Aitor García

Personal information
- Full name: Aitor García Flores
- Date of birth: 25 March 1994 (age 32)
- Place of birth: Gibraleón, Spain
- Height: 1.73 m (5 ft 8 in)
- Position: Winger

Team information
- Current team: Recreativo
- Number: 17

Youth career
- Recreativo

Senior career*
- Years: Team / Apps / (Gls)
- 2011–2013: Recreativo B / 26 / (9)
- 2012–2014: Recreativo / 6 / (1)
- 2013: → Celta B (loan) / 12 / (2)
- 2013–2014: → Celta B (loan) / 25 / (5)
- 2014–2015: Toledo / 14 / (3)
- 2015: Almería B / 9 / (0)
- 2015–2016: Mérida / 28 / (6)
- 2016–2019: Cádiz / 47 / (5)
- 2018–2019: → Rayo Majadahonda (loan) / 22 / (4)
- 2019: → Sporting Gijón (loan) / 11 / (1)
- 2019–2023: Sporting Gijón / 145 / (21)
- 2023–2024: Juárez / 45 / (9)
- 2025: Al-Khor / 9 / (0)
- 2025–2026: Atromitos / 11 / (0)
- 2026–: Recreativo / 11 / (4)

= Aitor García =

Spanish footballer

Aitor García Flores (born 25 March 1994) is a Spanish footballer who plays as a winger and attacking midfielder for Segunda Federación club Recreativo.

==Club career==
Born in Gibraleón, Province of Huelva, García started playing as a senior with the reserve side in Tercera División, in 2011. On 28 January of the following year he made his debut with the Andalusians' first team, coming on as a substitute for Javi Álamo in the 79th minute of an away game against Real Murcia and scoring the last goal of the Segunda División match (3–0).

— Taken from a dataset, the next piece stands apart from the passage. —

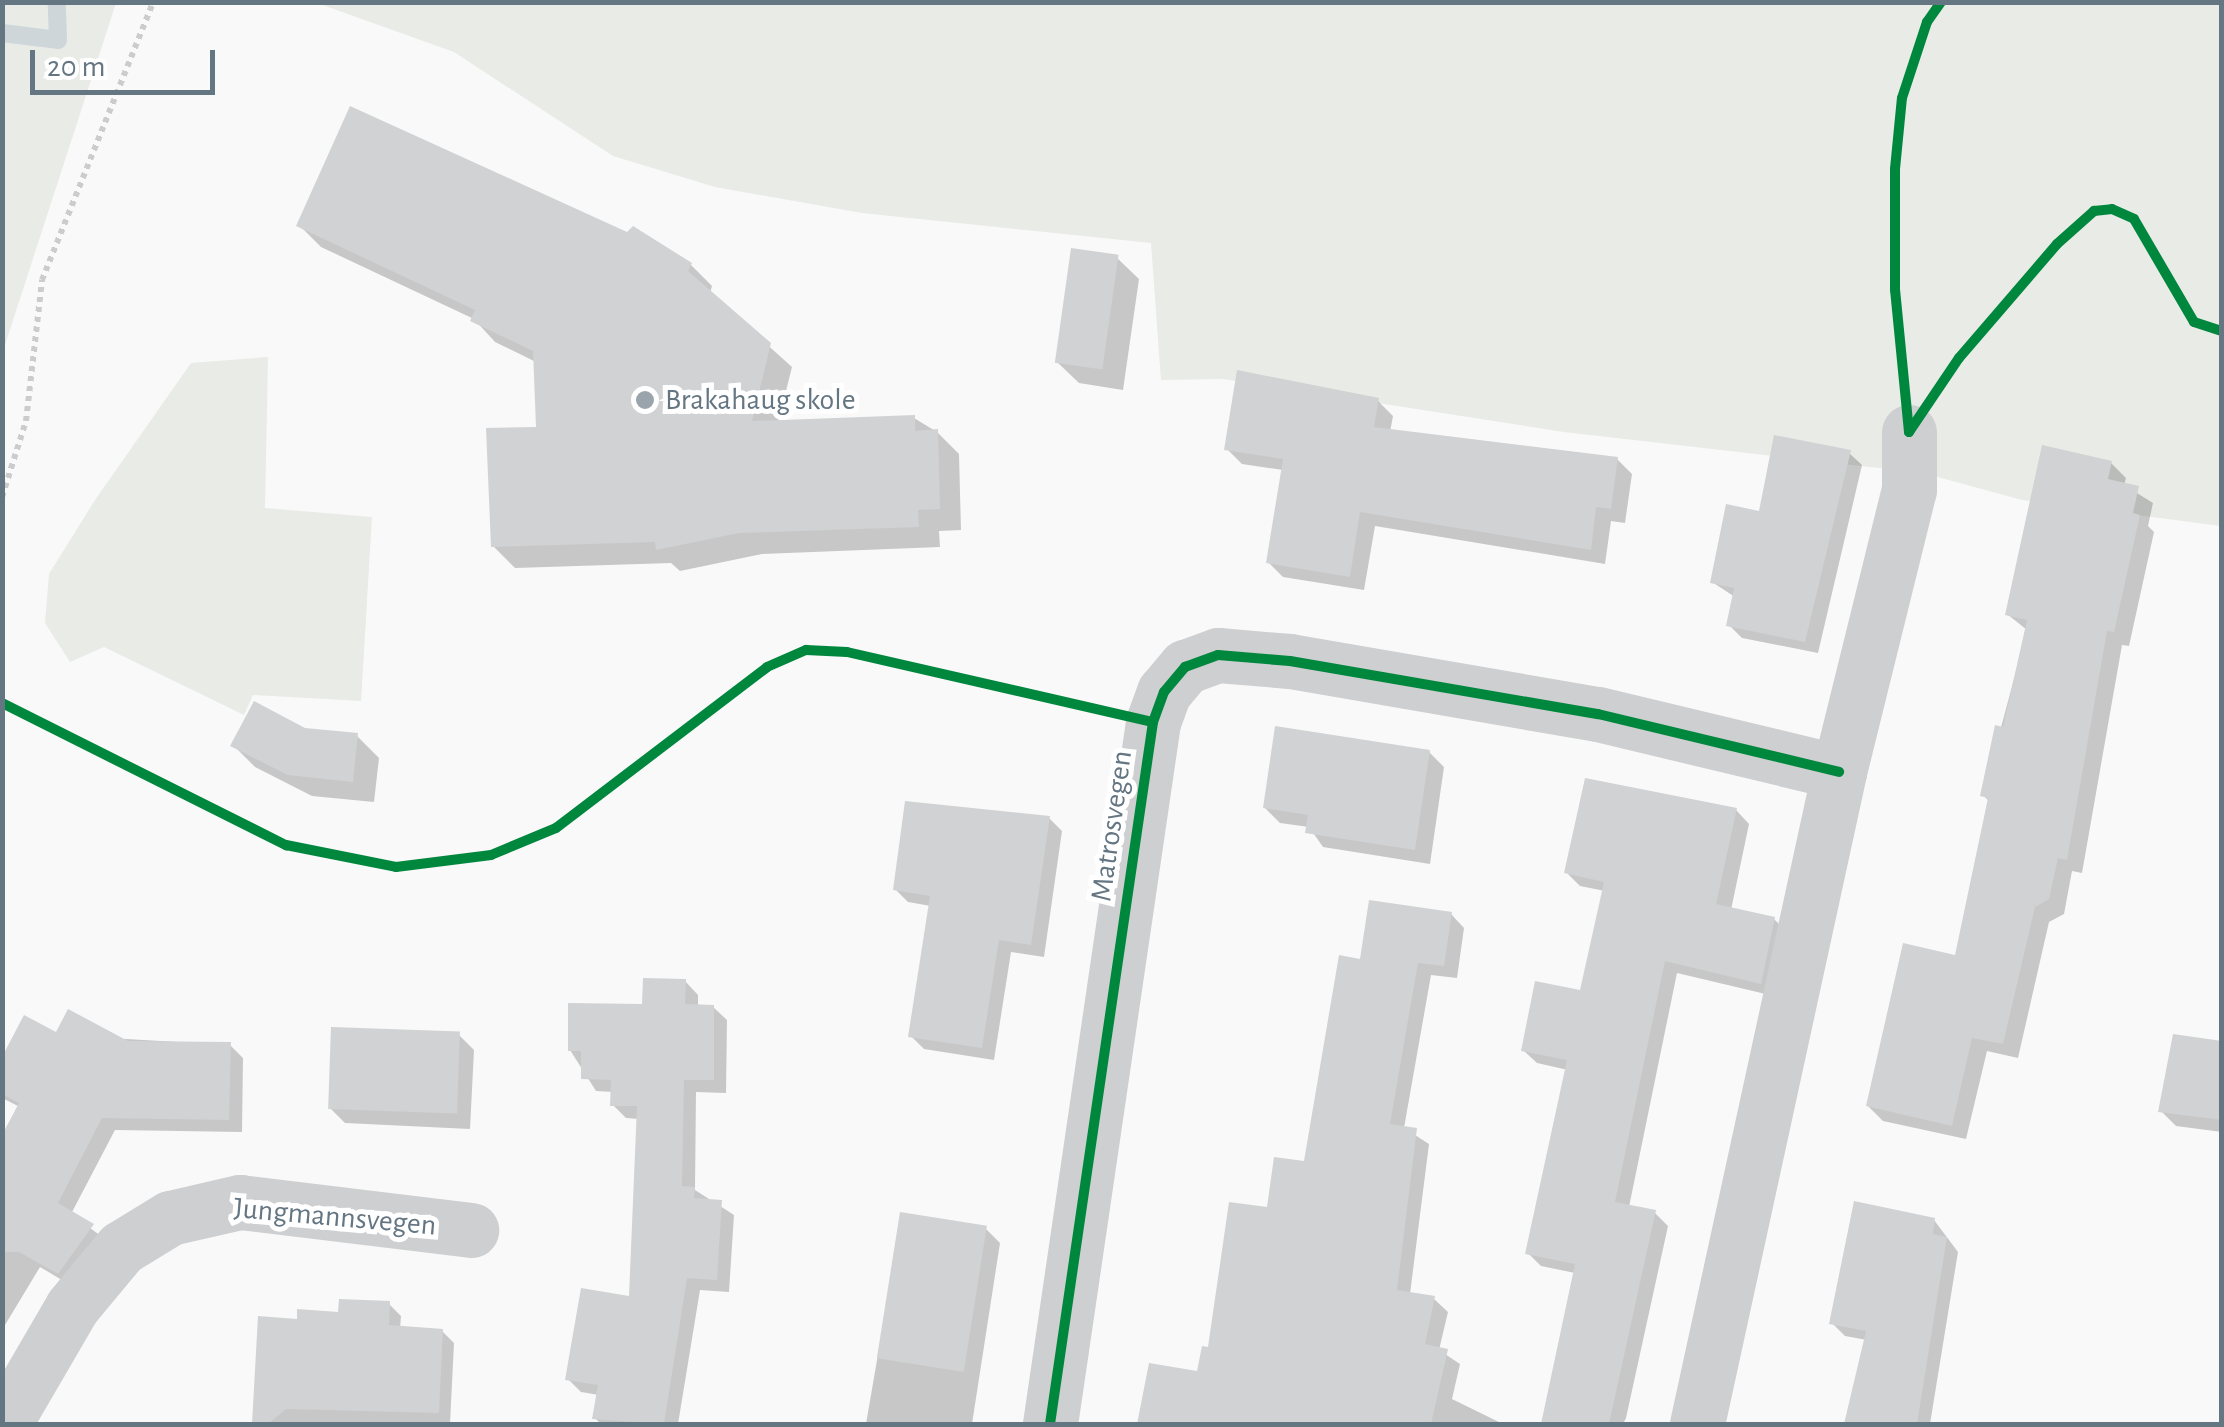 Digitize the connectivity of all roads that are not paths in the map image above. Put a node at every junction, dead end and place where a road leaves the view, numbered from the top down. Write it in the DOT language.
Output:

On 20 June 2012 García signed a new four-year contract with the Andalusians, and was loaned to Celta de Vigo B in January 2013, with the deal being renewed in July. On 14 August 2014 he rescinded his link with Recre, and joined Segunda División B's CD Toledo six days later.

On 25 January 2015, García signed a three-year deal with fellow league club UD Almería B. On 5 August he rescinded his contract, and moved to Mérida AD just hours later.

On 14 July 2016, after scoring a career-best six goals during the campaign, García signed a three-year contract with Cádiz CF in the second tier. On 20 July of the following year, he extended his contract until 2020.

On 6 August 2018, García was loaned to fellow second division side CF Rayo Majadahonda, for one year. The following 31 January, he moved to Sporting de Gijón in the same category, also in a temporary deal.